Old people should age gracefully.

If we are expected to sacrifice part of our busy, important lives to taking care of them, then the least they can do is not be miserable, cranky, bad-tempered, depressed, moody or ill.

Under no circumstances should they emit embarrassing smells, fluids, vapors or other substances from their bodies.

If they had any sense of decency, old people would pass away quietly in their sleep before they actually became dependent on anyone for their physical or emotional needs.

Unless of course, they have the money to take care of themselves. On the other hand, even that money is actually going down the drain.

If they have to go in a few days, the earlier the better, so that the nest egg they leave us is all that more substantial.

Of course, we are justified in expecting this much of old people.

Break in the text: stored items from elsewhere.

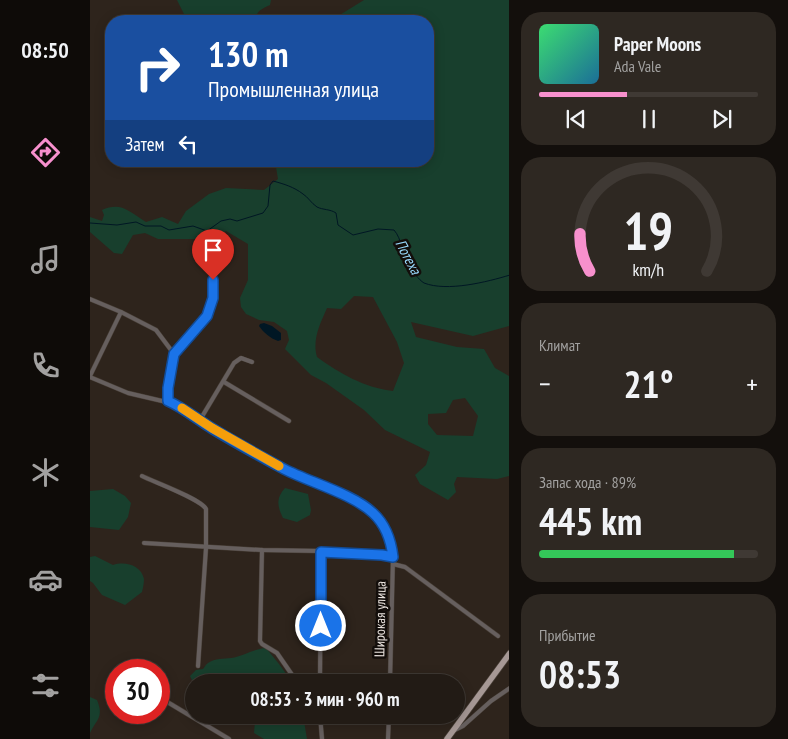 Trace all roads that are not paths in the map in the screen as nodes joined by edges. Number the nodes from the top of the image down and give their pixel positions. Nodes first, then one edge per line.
1 (213, 280) dead end
2 (90, 300) edge
3 (121, 312) junction
4 (174, 354) junction
5 (252, 362) dead end
6 (90, 376) edge
7 (224, 382) junction
8 (168, 401) junction
9 (200, 420) junction
10 (290, 421) dead end
11 (142, 476) dead end
12 (144, 544) dead end
13 (206, 548) junction
14 (262, 550) junction
15 (321, 552) junction
16 (393, 557) junction
17 (393, 564) junction
18 (498, 636) dead end
19 (509, 653) edge
20 (198, 666) dead end
21 (291, 674) edge
22 (320, 674) edge
23 (390, 674) edge
24 (509, 688) edge
25 (170, 704) edge
26 (321, 724) edge
27 (389, 724) edge
28 (453, 731) junction
29 (229, 739) edge
30 (322, 739) edge
31 (388, 739) edge
32 (447, 739) edge

1 - 4 street
2 - 3 street
3 - 4 street
3 - 6 street
4 - 8 street
5 - 7 street
6 - 8 street
7 - 9 street
7 - 10 street
8 - 9 street, Широкая улица
9 - 16 street, Широкая улица
11 - 13 street
12 - 13 street
13 - 14 street
13 - 20 street
14 - 15 street
14 - 21 street
15 - 16 street
15 - 22 street
16 - 17 street, Широкая улица
17 - 18 street
17 - 23 street, Широкая улица
19 - 28 main road
24 - 28 street
25 - 29 street
26 - 30 street
27 - 31 street
28 - 32 main road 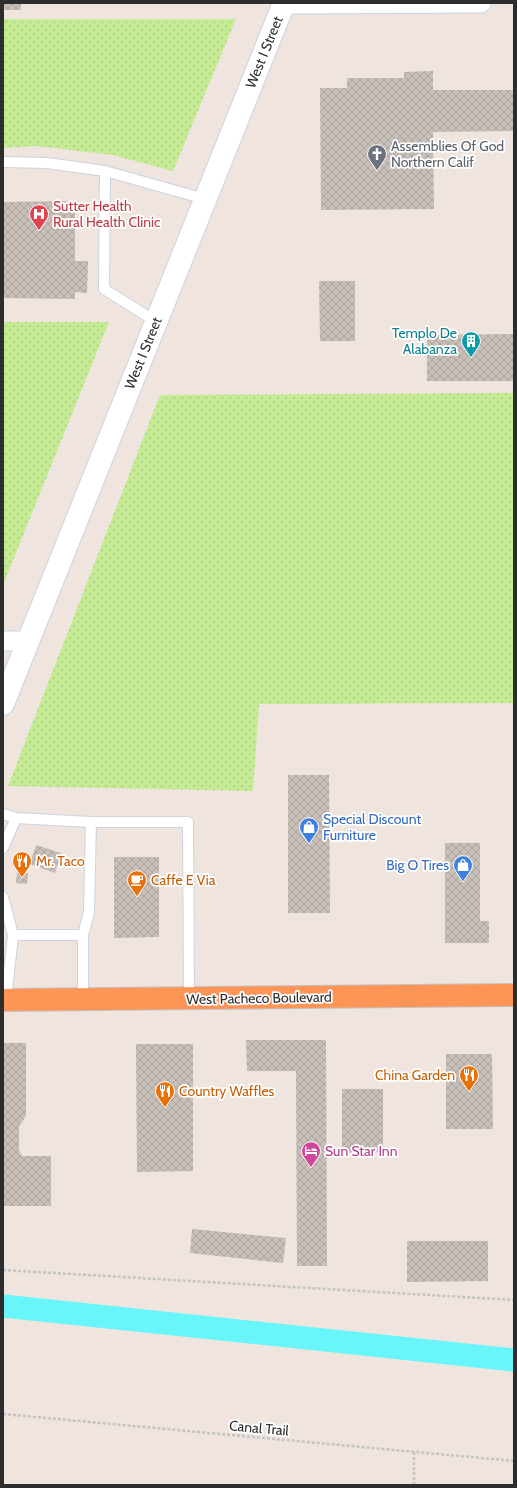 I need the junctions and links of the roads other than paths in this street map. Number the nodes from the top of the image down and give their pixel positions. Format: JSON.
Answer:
{"nodes":[{"id":1,"x":481,"y":3,"type":"edge"},
{"id":2,"x":284,"y":4,"type":"edge"},
{"id":3,"x":3,"y":162,"type":"edge"},
{"id":4,"x":105,"y":171,"type":"junction"},
{"id":5,"x":205,"y":200,"type":"junction"},
{"id":6,"x":156,"y":321,"type":"junction"},
{"id":7,"x":3,"y":641,"type":"edge"},
{"id":8,"x":27,"y":641,"type":"junction"},
{"id":9,"x":3,"y":704,"type":"edge"},
{"id":10,"x":3,"y":814,"type":"edge"},
{"id":11,"x":16,"y":818,"type":"junction"},
{"id":12,"x":91,"y":822,"type":"junction"},
{"id":13,"x":3,"y":848,"type":"edge"},
{"id":14,"x":3,"y":897,"type":"edge"},
{"id":15,"x":13,"y":935,"type":"junction"},
{"id":16,"x":83,"y":936,"type":"junction"},
{"id":17,"x":514,"y":995,"type":"edge"},
{"id":18,"x":190,"y":999,"type":"junction"},
{"id":19,"x":4,"y":1000,"type":"edge"},
{"id":20,"x":83,"y":1000,"type":"junction"}],
"edges":[{"from":1,"to":2,"type":"street"},
{"from":2,"to":5,"type":"street","name":"West I Street"},
{"from":3,"to":4,"type":"lane"},
{"from":4,"to":5,"type":"lane"},
{"from":4,"to":6,"type":"lane"},
{"from":5,"to":6,"type":"street","name":"West I Street"},
{"from":6,"to":8,"type":"street","name":"West I Street"},
{"from":7,"to":8,"type":"street"},
{"from":8,"to":9,"type":"street","name":"West I Street"},
{"from":10,"to":11,"type":"lane"},
{"from":11,"to":12,"type":"lane"},
{"from":11,"to":13,"type":"lane"},
{"from":12,"to":16,"type":"lane"},
{"from":12,"to":18,"type":"lane"},
{"from":14,"to":15,"type":"lane"},
{"from":15,"to":16,"type":"lane"},
{"from":15,"to":19,"type":"lane"},
{"from":16,"to":20,"type":"lane"},
{"from":17,"to":18,"type":"highway","name":"West Pacheco Boulevard"},
{"from":18,"to":20,"type":"highway","name":"West Pacheco Boulevard"},
{"from":19,"to":20,"type":"highway","name":"West Pacheco Boulevard"}]}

After all, when we were little, did they not teach us always to behave in a particular way, not to be naughty, or selfish, or violent, or lazy?

Did they not scold and beat us till we learnt to control the flow of our bodily emissions in a socially acceptable way?

Did they not push and prod us to spend the better part of our days in institutions?

Did they not make us aware of the money they were spending on us, and how we ought to repay them?

Oh, old people are cunning. They’d like to forget those days when they stood over us with a controlling hand, and appeal now for pity.

But how can we forget that we need to pay them back?

(I’d written this a while ago, when I found myself irritated at the demands an old friend was making on me. Or angry at the unreasonable behaviour of my depressed mother. It came back to me when I read this a couple of days ago. And added the following footnote.)

And as for old people seeking sex, love or companionship, even the thought is reprehensible. And punishable. For didn’t they teach us to repress our sexual feelings when we were young? And didn’t they punish us for loving inconveniently?